So the City Administrator is gone. City needs to hire managers that know how to fish, not beg for more fish.
Rant
Old proverb: teach a man a fish, you feed him for a day; teach a man to fish, and you feed him for a lifetime.
The city has a massive problem with not maintaining the equipment they already have. This has been pointed out by many including insiders at the DOT and council public works committee. The city is not maintaining equipment or vehicles, or hiring vacancies for mechanics, that Public Works relies on to operate critical services. The city should have spent this money in the right ways over many past Measures and previous COVID era federal funding. Where did the money go? One time programs, ballooning pension costs, police overtime, and expensive rentals. Instead of hiring more police, refinancing pension costs, and investing in mechanics and maintenance of existing equipment, the City perpetually blows millions on one time expenditures, rentals and third parties that endanger its fiscal health.

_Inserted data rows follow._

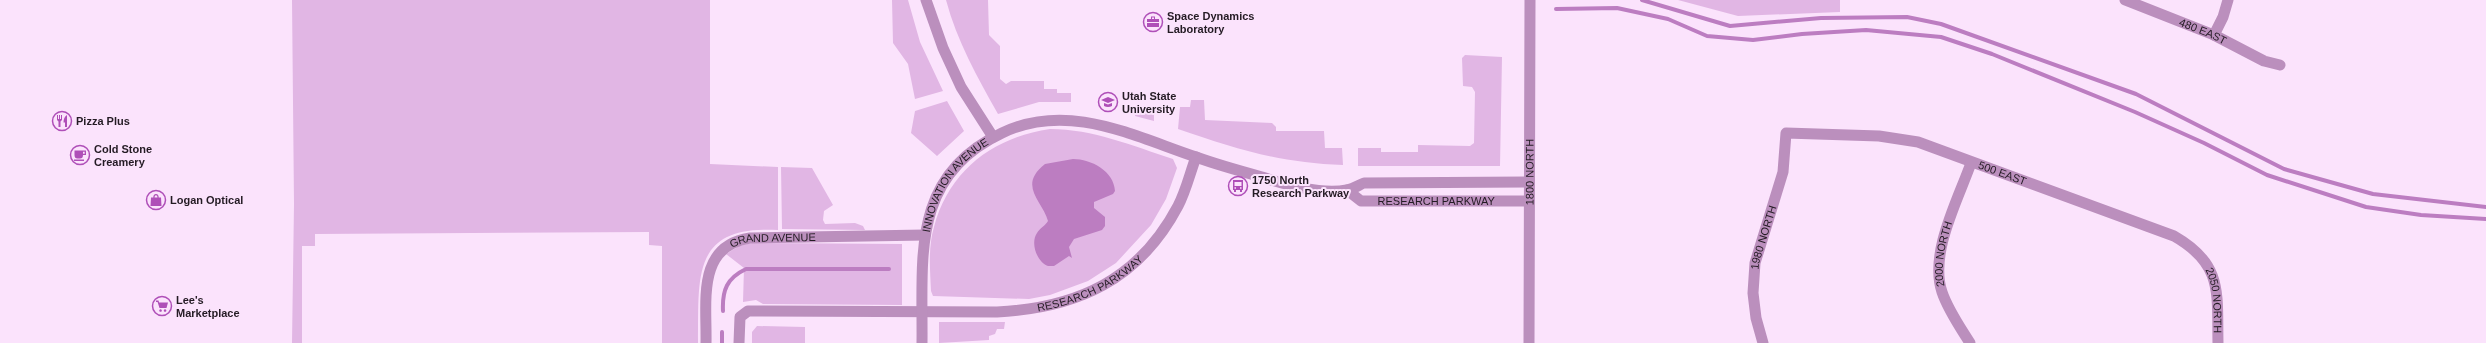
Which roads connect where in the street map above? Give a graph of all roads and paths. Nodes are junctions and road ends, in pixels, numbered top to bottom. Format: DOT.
graph roads {
  1 [pos="926,0"];
  2 [pos="1530,0"];
  3 [pos="2125,0"];
  4 [pos="2228,0"];
  5 [pos="2214,34"];
  6 [pos="2280,65"];
  7 [pos="1786,133"];
  8 [pos="993,137"];
  9 [pos="1196,157"];
  10 [pos="1971,163"];
  11 [pos="1529,182"];
  12 [pos="1348,190"];
  13 [pos="1529,201"];
  14 [pos="925,235"];
  15 [pos="2205,259"];
  16 [pos="922,312"];
  17 [pos="706,343"];
  18 [pos="739,343"];
  19 [pos="922,343"];
  20 [pos="1528,343"];
  21 [pos="1763,343"];
  22 [pos="1970,343"];
  23 [pos="2218,343"];
  1 -- 8 [label="street, INNOVATION AVENUE"];
  2 -- 11 [label="street, 1800 NORTH"];
  3 -- 5 [label="street, 480 EAST"];
  4 -- 5 [label="street"];
  5 -- 6 [label="street, 480 EAST"];
  7 -- 10 [label="street, 500 EAST"];
  7 -- 21 [label="street, 1980 NORTH"];
  8 -- 9 [label="street, RESEARCH PARKWAY"];
  8 -- 14 [label="street, INNOVATION AVENUE"];
  9 -- 12 [label="street, RESEARCH PARKWAY"];
  9 -- 16 [label="street, RESEARCH PARKWAY"];
  10 -- 15 [label="street, 500 EAST"];
  10 -- 22 [label="street, 2000 NORTH"];
  11 -- 12 [label="street, RESEARCH PARKWAY"];
  11 -- 13 [label="street, 1800 NORTH"];
  12 -- 13 [label="street, RESEARCH PARKWAY"];
  13 -- 20 [label="street, 1800 NORTH"];
  14 -- 16 [label="street, INNOVATION AVENUE"];
  14 -- 17 [label="street, GRAND AVENUE"];
  15 -- 23 [label="street, 2050 NORTH"];
  16 -- 18 [label="street"];
  16 -- 19 [label="street, INNOVATION AVENUE"];
}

And what capacity we do have for service delivery is distributed unevenly. Jestin Johnson once admitted at a D5 budget forum that the city focused on the areas that generate the most tickets- not the poorest areas hit hardest by illegal dumping. And the police distribution across the city is wildly imbalanced.
One example I keep coming back to is after two library funding measures, in 2018 and 2022, the city renovated the main branch and rockridge branch while trying to defund east oakland branches including Fruitvale. Likewise, after a windfall in Measure income for parks and federal funding, the city matched the DOGE playbook and defunded many of our parks and cultural amenities. The parks by me are literally bootstrapped by community volunteers and private capital, I hardly ever see the city do anything but maybe cut grass in 1/10 of the park at a time. I doubt they have many working lawnmowers. Got to any other east bay city below 580 or even 880 and the difference is shocking.
The city has failed in developing an economic development plan to complement the General Plan. The city needs to attract tax paying private, for profit and nonprofit, and public institutions to sustainably raise its tax base, or at least recover from the institutions that fled since 2015. Over the past ten years the city has ratcheted up regressive sales and property taxes on regular working citizens and we’re getting less services than when the city had smaller budgets not long ago. Average neighbors are also being squeezed by utilities and federal austerity. We’re becoming a suburban bedroom community with a lack of jobs in our own borders with all the social problems of a large city.
We need to hire and elect leaders that are laser focused on investing in service delivery - I.e. maintaining what we have and expanding - and economic development. Asking for one time increases isn’t benefitting QOL for average citizens.